======== Input data ========

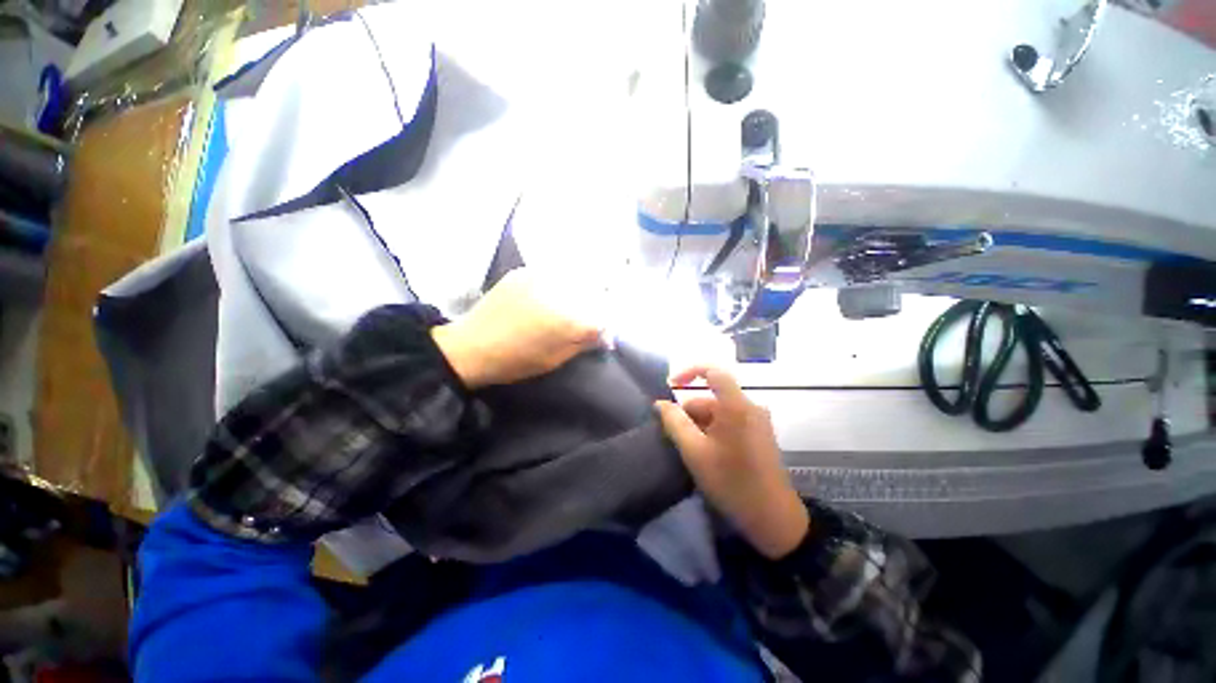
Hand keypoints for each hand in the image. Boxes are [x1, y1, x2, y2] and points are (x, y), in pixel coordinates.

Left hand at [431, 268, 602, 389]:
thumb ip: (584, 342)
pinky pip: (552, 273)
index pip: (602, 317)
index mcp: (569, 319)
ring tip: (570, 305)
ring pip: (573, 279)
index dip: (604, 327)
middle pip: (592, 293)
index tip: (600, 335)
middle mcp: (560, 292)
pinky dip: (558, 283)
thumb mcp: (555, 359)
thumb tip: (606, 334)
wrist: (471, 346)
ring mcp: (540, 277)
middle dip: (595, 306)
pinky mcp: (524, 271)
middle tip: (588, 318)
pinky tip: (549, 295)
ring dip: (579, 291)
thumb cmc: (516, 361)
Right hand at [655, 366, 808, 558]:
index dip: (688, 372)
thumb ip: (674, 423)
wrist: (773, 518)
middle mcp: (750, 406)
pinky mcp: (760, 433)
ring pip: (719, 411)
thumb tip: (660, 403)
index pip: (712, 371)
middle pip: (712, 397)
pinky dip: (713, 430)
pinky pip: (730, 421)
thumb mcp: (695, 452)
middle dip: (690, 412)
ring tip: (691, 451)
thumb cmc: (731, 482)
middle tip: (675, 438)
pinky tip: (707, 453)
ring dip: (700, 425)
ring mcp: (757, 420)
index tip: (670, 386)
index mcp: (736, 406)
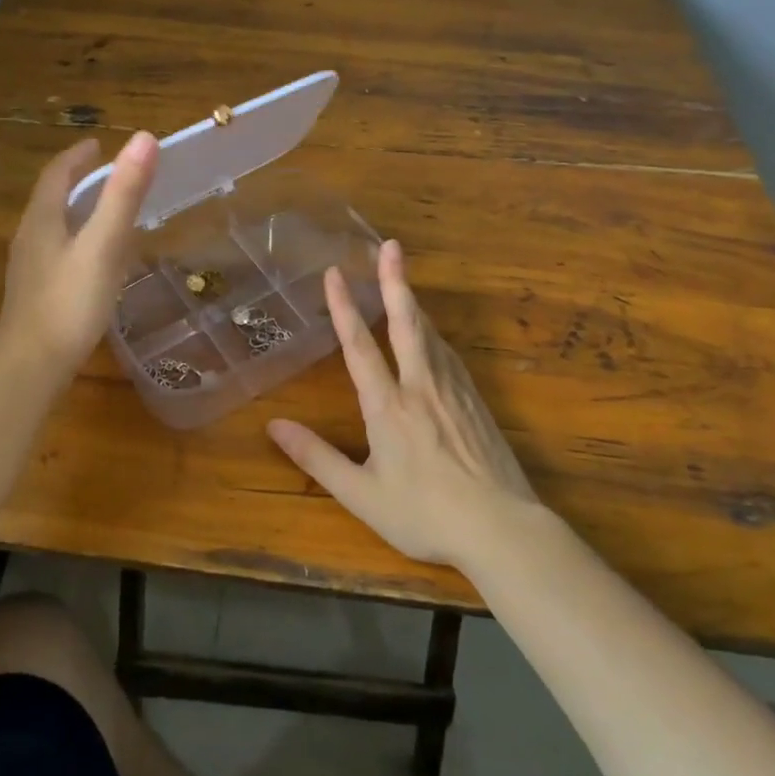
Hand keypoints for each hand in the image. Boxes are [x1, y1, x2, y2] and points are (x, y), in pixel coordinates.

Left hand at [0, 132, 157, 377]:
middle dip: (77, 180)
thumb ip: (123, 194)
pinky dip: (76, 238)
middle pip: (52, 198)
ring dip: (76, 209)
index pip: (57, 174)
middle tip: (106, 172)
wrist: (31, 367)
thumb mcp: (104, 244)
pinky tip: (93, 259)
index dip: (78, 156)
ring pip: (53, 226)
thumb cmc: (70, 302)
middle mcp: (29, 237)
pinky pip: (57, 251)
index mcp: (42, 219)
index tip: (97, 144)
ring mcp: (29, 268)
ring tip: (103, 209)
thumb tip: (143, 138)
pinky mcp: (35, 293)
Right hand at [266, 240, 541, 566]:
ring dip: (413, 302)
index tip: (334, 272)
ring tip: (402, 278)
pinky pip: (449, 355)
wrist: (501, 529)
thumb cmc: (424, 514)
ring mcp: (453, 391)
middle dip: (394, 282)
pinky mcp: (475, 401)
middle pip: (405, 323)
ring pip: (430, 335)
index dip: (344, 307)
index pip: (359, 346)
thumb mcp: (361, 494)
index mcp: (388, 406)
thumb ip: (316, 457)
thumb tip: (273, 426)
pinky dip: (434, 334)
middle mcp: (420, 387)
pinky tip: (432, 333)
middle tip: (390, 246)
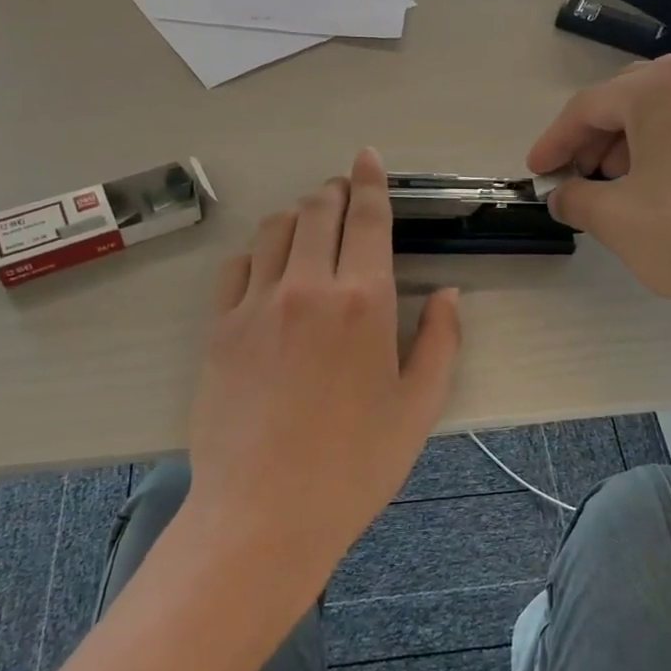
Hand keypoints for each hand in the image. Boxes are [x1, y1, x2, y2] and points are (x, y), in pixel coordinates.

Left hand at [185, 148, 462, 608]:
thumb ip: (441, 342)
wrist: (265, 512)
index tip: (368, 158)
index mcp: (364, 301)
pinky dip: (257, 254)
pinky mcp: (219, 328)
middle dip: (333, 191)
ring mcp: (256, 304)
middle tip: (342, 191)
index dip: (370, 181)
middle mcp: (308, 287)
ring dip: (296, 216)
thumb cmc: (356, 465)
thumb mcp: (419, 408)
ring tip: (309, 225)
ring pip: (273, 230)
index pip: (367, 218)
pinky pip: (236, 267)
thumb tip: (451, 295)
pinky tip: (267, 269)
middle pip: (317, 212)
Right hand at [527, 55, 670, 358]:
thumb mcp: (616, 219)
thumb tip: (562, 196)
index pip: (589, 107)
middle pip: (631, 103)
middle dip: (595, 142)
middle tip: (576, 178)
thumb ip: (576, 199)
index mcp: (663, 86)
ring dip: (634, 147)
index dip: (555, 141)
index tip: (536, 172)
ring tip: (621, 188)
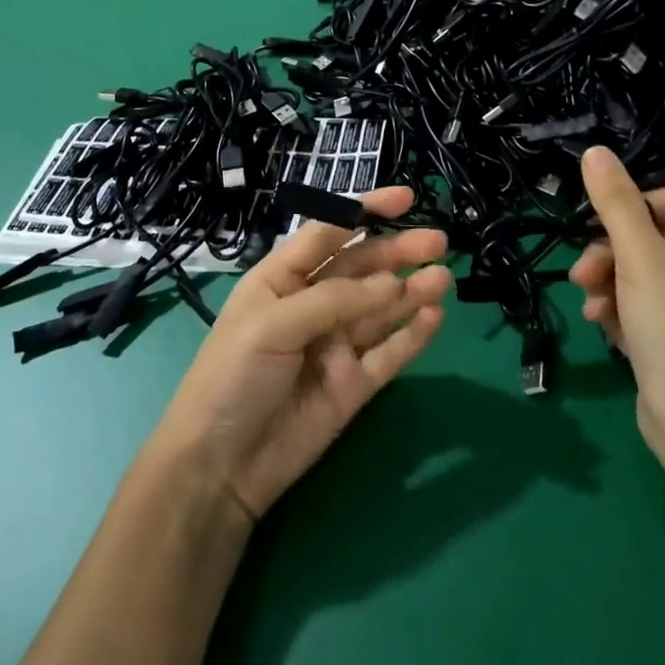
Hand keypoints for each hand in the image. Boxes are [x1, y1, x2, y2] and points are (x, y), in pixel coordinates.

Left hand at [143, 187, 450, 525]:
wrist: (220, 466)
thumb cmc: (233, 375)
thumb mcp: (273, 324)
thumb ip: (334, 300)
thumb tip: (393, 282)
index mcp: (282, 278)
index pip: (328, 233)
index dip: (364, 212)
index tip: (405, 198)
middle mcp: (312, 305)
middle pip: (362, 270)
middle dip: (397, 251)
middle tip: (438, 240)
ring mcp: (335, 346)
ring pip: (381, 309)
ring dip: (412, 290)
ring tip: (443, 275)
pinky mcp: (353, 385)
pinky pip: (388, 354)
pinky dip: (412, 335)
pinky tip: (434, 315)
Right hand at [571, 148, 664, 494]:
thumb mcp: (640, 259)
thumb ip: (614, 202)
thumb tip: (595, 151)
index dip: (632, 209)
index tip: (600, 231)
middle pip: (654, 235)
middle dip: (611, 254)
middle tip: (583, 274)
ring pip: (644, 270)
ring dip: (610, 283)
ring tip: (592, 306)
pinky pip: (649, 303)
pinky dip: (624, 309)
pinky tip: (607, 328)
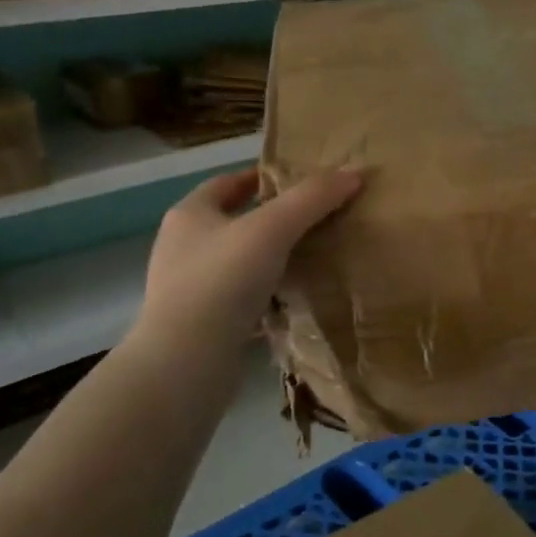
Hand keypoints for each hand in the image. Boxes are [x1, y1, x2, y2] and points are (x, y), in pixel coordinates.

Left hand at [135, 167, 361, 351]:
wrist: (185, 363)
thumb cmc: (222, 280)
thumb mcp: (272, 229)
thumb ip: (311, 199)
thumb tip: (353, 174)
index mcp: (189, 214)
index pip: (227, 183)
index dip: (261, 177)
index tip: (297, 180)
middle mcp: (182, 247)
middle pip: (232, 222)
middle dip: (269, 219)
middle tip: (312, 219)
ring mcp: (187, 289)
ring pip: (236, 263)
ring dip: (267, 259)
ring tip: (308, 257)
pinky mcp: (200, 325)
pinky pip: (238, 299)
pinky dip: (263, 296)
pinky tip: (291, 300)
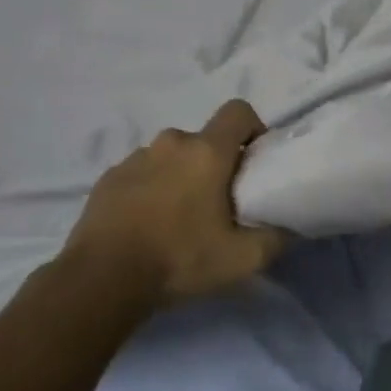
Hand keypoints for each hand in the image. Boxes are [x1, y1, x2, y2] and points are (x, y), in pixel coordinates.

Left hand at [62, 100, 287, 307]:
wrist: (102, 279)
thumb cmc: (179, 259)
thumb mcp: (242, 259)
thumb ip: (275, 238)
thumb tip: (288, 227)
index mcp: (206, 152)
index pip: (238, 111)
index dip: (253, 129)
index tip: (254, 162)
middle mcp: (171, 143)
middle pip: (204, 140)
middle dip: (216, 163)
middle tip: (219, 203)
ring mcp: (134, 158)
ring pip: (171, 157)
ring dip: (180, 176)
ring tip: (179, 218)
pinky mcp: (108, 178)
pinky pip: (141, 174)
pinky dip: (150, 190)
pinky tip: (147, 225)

========

§ What to work on: In the entries above, find each line with "wrist" and list it.

§ Answer for the task:
wrist: (471, 346)
wrist: (773, 518)
wrist: (31, 367)
wrist: (501, 529)
wrist: (265, 512)
wrist: (220, 466)
wrist: (185, 363)
wrist: (102, 279)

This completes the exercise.